There also needs to be respect for an individual child’s timing: When the child is actually ready to learn or do something vs When the adults in their life think they should be ready to learn or do something
For example, my elementary school years were a disaster, socially speaking.
I had done reasonably well in preschool, but I remember it being a situation where I largely controlled how much contact I had with other people. We had reliably scheduled activities and I could easily do them in a solitary way. Then the year before 1st grade I stayed home and had a great deal of control over how I played with the neighborhood children, who were all younger than I was.
Once I was in elementary school, I was expected to interact regularly with the other students and teacher in a strange, new environment with confounding unwritten rules.
I did my best, but messed up constantly which meant that I was frequently in trouble. I also didn’t understand why I was always in trouble. Since I was assumed to have much more social knowledge than I actually possessed, nobody ever clearly explained why what I was doing was wrong.
It was a great relief to be pulled out of school mid-4th grade.
By the time I had been homeschooled for nearly two years, I’d decided on my own to attend middle school only for music classes. Being in school on my own terms made all the difference. I was still predominantly a mess socially, but I was able to largely avoid contact with most other students while doing something I loved.
What made the biggest difference though? I’d chosen to be there and I’d been primarily left to my own devices (“Here are your schoolbooks, finish them by the end of the year, we’re here if you have questions” = heavenly to me!) for the previous nearly two years.
It was vital for my wellbeing and eventual small social successes that I was supported in going back to a public school environment both in my own time and on my own terms.
The second commonality involves books and reading.
Books were everything to me when I was little and they are still an important part of my life.
I first began reading words before I was 2 years old and I was reading entire picture books before I was 3. By the time I was in elementary school, I was reading at a college level.
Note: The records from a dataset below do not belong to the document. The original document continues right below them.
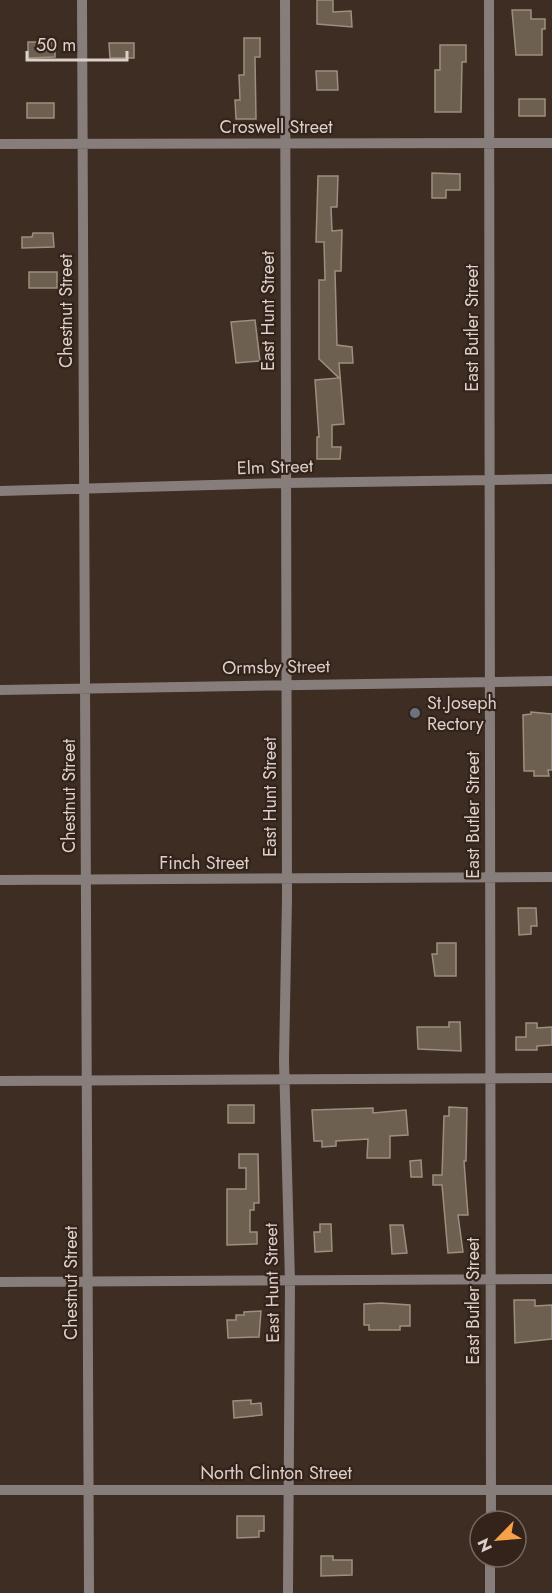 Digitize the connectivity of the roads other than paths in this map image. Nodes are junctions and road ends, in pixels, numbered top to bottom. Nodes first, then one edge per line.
1 (82, 0) edge
2 (285, 0) edge
3 (489, 0) edge
4 (285, 143) junction
5 (489, 143) junction
6 (552, 143) edge
7 (0, 144) edge
8 (83, 144) junction
9 (488, 478) junction
10 (552, 479) edge
11 (285, 483) junction
12 (82, 489) junction
13 (0, 491) edge
14 (489, 681) junction
15 (552, 681) edge
16 (285, 684) junction
17 (86, 687) junction
18 (0, 690) edge
19 (552, 877) edge
20 (490, 878) junction
21 (286, 879) junction
22 (0, 880) edge
23 (85, 880) junction
24 (490, 1078) junction
25 (552, 1078) edge
26 (284, 1079) junction
27 (87, 1080) junction
28 (0, 1081) edge
29 (490, 1279) junction
30 (552, 1279) edge
31 (290, 1281) junction
32 (0, 1282) edge
33 (87, 1282) junction
34 (89, 1488) junction
35 (0, 1490) edge
36 (290, 1490) junction
37 (552, 1490) edge
38 (491, 1491) junction
39 (491, 1509) edge
40 (490, 1569) edge
41 (89, 1593) edge
42 (288, 1593) edge
43 (490, 1593) edge

1 - 8 street, Chestnut Street
2 - 4 street, East Hunt Street
3 - 5 street, East Butler Street
4 - 5 street, Croswell Street
4 - 8 street, Croswell Street
4 - 11 street, East Hunt Street
5 - 6 street, Croswell Street
5 - 9 street, East Butler Street
7 - 8 street, Croswell Street
8 - 12 street, Chestnut Street
9 - 10 street, Elm Street
9 - 11 street, Elm Street
9 - 14 street, East Butler Street
11 - 12 street, Elm Street
11 - 16 street, East Hunt Street
12 - 13 street, Elm Street
12 - 17 street, Chestnut Street
14 - 15 street, Ormsby Street
14 - 16 street, Ormsby Street
14 - 20 street, East Butler Street
16 - 17 street, Ormsby Street
16 - 21 street, East Hunt Street
17 - 18 street, Ormsby Street
17 - 23 street, Chestnut Street
19 - 20 street, Finch Street
20 - 21 street, Finch Street
20 - 24 street, East Butler Street
21 - 23 street, Finch Street
21 - 26 street, East Hunt Street
22 - 23 street, Finch Street
23 - 27 street, Chestnut Street
24 - 25 street
24 - 26 street
24 - 29 street, East Butler Street
26 - 27 street
26 - 31 street, East Hunt Street
27 - 28 street
27 - 33 street, Chestnut Street
29 - 30 street
29 - 31 street
29 - 38 street, East Butler Street
31 - 33 street
31 - 36 street, East Hunt Street
32 - 33 street
33 - 34 street, Chestnut Street
34 - 35 street, North Clinton Street
34 - 36 street, North Clinton Street
34 - 41 street, Chestnut Street
36 - 38 street, North Clinton Street
36 - 42 street, East Hunt Street
37 - 38 street, North Clinton Street
38 - 39 street, East Butler Street
40 - 43 street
I’ve confirmed those facts with my parents repeatedly over the years just to be certain.
Throughout my first two decades of life, I was frequently getting in trouble for reading too much because I would read everywhere and anytime.
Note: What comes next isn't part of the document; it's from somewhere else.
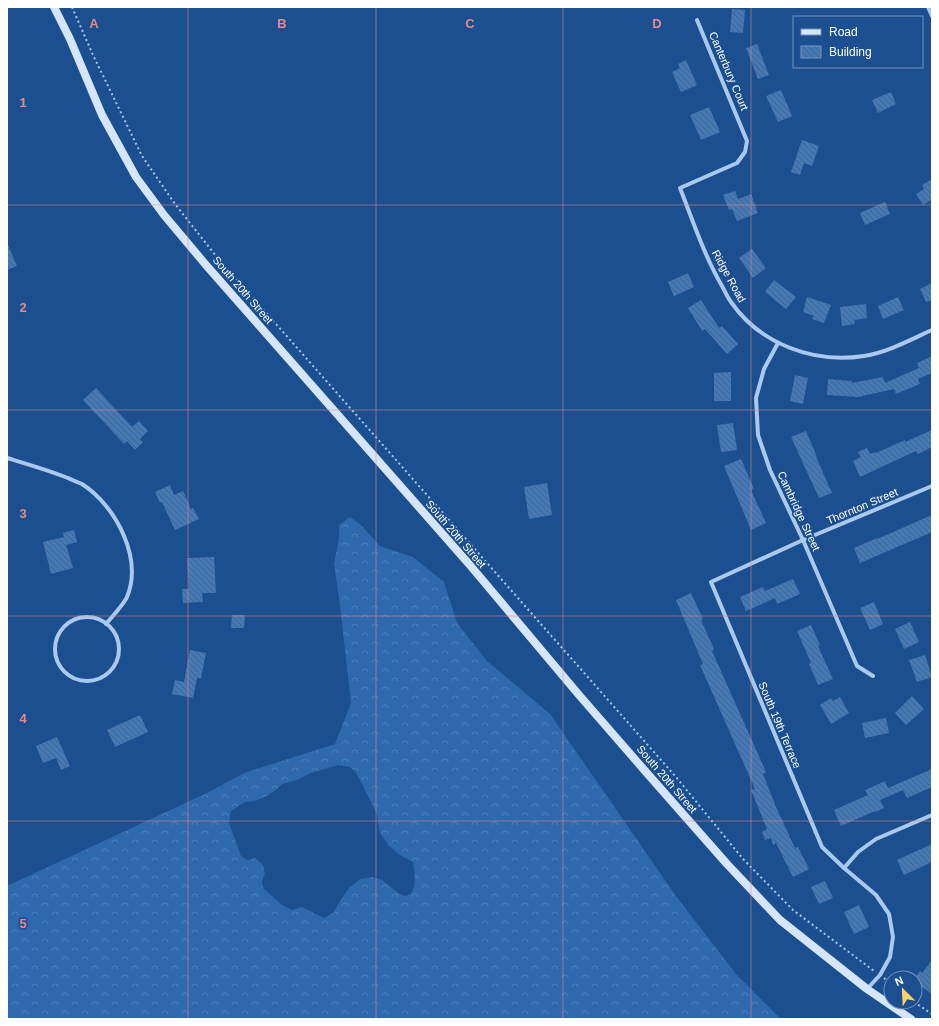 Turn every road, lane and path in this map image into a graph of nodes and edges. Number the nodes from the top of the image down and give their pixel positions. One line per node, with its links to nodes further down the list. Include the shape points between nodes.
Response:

The library was a sanctuary for me in middle school. I would go there every week, browse for hours, check out 40+ books, and return them all read the next week. I lived in a small town and was the eldest of several children so I had a lot of freedom to blissfully walk around town all by myself.
I loved walking to the library and the used bookstore where I would spend more hours browsing, reading, and eventually choosing a book or two to buy.
The third commonality is that, during my positive memories that did involve other people, I was accepted for who I was. These types of memories often involve an interest or talent of mine in some way because those were the main authentic bits of myself that I actually felt comfortable showing other people.
For example: when I was participating in music classes as a homeschooler, I was accepted by the teacher because I was excellent at playing my instruments. After all, I had both the time and inclination to practice for hours on end at home. I was accepted by many of the other students because I was always willing to help others with their instruments or with music theory.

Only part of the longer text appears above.